Well done, your articles are really clear and useful!

Joris • 13 years ago

Hey,

Learning Ruby right now, your article helped me out.
Thanks!

Matt • 13 years ago

No, this does not work.

Calling:
if my_object.nil?

If my_object is null results in an error.

Łukasz Wróbel • 13 years ago

> No, this does not work.

> Calling:
> if my_object.nil?

> If my_object is null results in an error.

It does work, but only for objects being **potentially** nil. That is, a reference has to exist.

Calling `nil?` on an existing variable will always work, though calling this (or any other) method on an undefined variable causes the `NameError` to be raised.

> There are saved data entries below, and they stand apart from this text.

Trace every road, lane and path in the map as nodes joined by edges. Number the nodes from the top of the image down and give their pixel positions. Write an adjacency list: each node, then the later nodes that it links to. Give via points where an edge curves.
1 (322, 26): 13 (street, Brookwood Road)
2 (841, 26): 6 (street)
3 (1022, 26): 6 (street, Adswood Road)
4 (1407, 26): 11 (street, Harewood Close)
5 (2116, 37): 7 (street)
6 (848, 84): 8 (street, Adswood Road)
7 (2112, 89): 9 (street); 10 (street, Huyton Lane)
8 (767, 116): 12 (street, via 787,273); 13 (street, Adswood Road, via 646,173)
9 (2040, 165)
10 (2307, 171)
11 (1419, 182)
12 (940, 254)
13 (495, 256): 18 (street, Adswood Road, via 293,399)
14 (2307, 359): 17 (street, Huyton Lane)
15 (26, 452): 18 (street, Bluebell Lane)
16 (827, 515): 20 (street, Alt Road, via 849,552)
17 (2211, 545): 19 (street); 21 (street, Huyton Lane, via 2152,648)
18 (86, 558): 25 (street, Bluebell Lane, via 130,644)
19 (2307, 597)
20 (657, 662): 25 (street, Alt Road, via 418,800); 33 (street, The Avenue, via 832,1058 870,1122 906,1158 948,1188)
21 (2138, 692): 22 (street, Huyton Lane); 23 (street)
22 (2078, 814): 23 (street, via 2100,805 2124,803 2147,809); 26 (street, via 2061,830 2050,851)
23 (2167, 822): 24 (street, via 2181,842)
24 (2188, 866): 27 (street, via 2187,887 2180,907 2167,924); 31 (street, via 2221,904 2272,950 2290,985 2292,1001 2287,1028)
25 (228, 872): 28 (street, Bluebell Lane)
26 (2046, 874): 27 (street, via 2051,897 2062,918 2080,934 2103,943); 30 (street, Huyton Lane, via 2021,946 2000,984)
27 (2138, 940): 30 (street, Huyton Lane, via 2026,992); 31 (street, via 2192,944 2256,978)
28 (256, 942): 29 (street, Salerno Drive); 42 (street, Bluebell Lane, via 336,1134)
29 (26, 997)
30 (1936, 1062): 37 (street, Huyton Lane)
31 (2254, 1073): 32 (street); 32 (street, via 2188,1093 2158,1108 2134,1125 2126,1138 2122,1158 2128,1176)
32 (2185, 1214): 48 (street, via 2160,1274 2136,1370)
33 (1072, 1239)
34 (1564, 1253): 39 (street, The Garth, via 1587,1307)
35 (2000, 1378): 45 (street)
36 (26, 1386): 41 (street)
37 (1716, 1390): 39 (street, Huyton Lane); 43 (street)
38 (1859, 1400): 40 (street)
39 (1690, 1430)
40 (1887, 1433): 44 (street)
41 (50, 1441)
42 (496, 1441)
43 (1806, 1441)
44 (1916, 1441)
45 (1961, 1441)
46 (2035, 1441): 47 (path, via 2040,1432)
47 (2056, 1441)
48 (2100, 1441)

To achieve what you wanted to achieve, you can call `defined?`:

> defined? my_object
=> nil

> my_object = 1
> defined? my_object
=> "local-variable"

> my_object = nil
> defined? my_object
=> "local-variable"
> my_object.nil?
=> true

Rob • 14 years ago

Really clear and thorough explanation, thanks.

So you're saying that I should always write:
`if x.object_id == 4`
when I want to see if x is nil, then?

Just kidding.

Ray • 15 years ago

Why didn't you use the "unless" version?

Łukasz Wróbel • 15 years ago

Just for the sake of readability; I think that "if my_object.nil?" is much more clearer in this case. I usually use the "unless" keyword in this way:

raise NotFound unless @post

Milan Dobrota • 15 years ago

Should be:

unless my_object.nil?
my_object.display_info()
else
puts "There is no object!"
end

Łukasz Wróbel • 15 years ago

Of course there was a mistake... I've already fixed it, many thanks!